Dentre os motivadores para a troca de emprego, as condições de trabalho aparecem em primeiro lugar, segundo Mardi. Colaboradores pedem para sair da empresa porque, muitas vezes, o ambiente é insalubre, as instalações não oferecem a segurança necessária ou os equipamentos e ferramentas são inadequados ou o colaborador pode não estar se adaptando, inclusive na questão de horário. Outro motivo é a dificuldade de relacionamento, seja com chefias, com clientes, transportadores ou até mesmo com colegas de trabalho.

Outro ponto importante e que causa demissão e, por vezes passa despercebido, é o reflexo do papel da liderança. “Pode faltar uma avaliação ou acompanhamento da chefia, uma falta de reconhecimento, ou valorização, treinamento, capacitação ou até o tratamento inadequado do supervisor, por exemplo, com o funcionário. Isso também causa pedidos de desligamento. Outras vezes são motivos particulares, que vão desde problemas familiares ou de saúde, até uma mudança de cidade, mas numa escala muito menor”.

A questão salarial ou relativa a benefícios também é um dos motivadores para o empregado buscar outro local de trabalho. “Uma remuneração que não atenda a necessidade básica do funcionário, ou ele não vê uma perspectiva de aumento de salário na empresa onde ele está, a empresa não tem um plano de revisão salarial baseado nos seus colaboradores e, óbvio, que o colaborador não vê perspectiva de melhoria na carreira. Ele vai buscar um trabalho, onde ele vai ter um melhor salário, com plano de saúde ou de benefícios. Essa questão da remuneração e dos benefícios tem sido, talvez, um dos motivos com maior peso, como maior fator da rotatividade, mas pelo fato das empresas também não estarem se dedicando a fazer essa avaliação”, dimensiona.

Como reduzir

Para que a rotatividade ou absenteísmo sejam cada vez menores, Mardi acredita que o caminho passe necessariamente, pela análise dos motivos e ações para amenizar o quadro em cada empresa. Ressalta que no momento do recrutamento do trabalhador a empresa deve buscar, além da qualificação e da capacitação, profissionais que tenham um bom nível de maturidade e bom relacionamento no ambiente de trabalho. “Eu considero esse aspecto com muito peso na hora de contratar, até porque as ferramentas estão mudando o tempo todo, mas a forma com que a pessoa se posiciona, se comporta e se relaciona, faz muita diferença no dia a dia”.

Outro ponto que se torna relevante para o trabalhador é a formação continuada. “Sempre digo que cada pessoa tem o resultado que ela busca.
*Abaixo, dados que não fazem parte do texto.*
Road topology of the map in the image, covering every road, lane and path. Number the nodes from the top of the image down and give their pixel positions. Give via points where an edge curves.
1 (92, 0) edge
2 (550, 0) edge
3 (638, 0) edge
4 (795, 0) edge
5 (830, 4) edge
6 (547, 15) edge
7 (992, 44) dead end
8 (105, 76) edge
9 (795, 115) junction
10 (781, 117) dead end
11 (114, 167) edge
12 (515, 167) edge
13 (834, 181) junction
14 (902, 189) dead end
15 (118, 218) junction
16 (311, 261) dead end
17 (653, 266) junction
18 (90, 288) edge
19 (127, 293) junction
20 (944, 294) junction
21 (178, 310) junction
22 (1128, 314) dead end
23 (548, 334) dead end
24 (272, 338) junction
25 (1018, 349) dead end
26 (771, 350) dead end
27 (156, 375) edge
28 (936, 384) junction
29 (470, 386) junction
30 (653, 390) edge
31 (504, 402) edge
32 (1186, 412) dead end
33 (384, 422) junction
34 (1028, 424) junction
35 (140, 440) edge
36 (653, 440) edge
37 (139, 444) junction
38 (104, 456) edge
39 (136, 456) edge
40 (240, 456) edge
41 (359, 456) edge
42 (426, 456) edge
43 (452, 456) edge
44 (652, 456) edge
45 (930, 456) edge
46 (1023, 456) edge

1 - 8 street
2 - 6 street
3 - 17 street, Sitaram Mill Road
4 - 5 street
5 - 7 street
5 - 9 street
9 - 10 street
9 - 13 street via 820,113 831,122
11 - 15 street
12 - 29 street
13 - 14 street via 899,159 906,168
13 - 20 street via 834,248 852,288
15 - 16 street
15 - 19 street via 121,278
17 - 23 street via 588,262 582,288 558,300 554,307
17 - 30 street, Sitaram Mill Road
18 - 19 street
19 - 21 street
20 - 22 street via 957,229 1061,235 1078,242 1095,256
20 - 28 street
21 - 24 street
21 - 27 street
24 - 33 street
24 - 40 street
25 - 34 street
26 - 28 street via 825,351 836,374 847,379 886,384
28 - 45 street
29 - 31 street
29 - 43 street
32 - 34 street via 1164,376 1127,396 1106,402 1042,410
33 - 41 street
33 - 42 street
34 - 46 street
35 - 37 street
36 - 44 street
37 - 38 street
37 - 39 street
Então, quando ela está comprometida em buscar seu crescimento, seu desenvolvimento e quanto mais específicos os conhecimentos e habilidades, mas insubstituível, vamos dizer assim, esse trabalhador vai ser. Esse equilíbrio entre competências técnicas e comportamentais precisa ser buscado constantemente. E as empresas precisam encontrar formas de medir o desempenho, a produtividade, ou até mesmo os fatores de insatisfação que podem estar levando os funcionários a buscarem oportunidade na concorrência ou até mesmo em outros ramos”.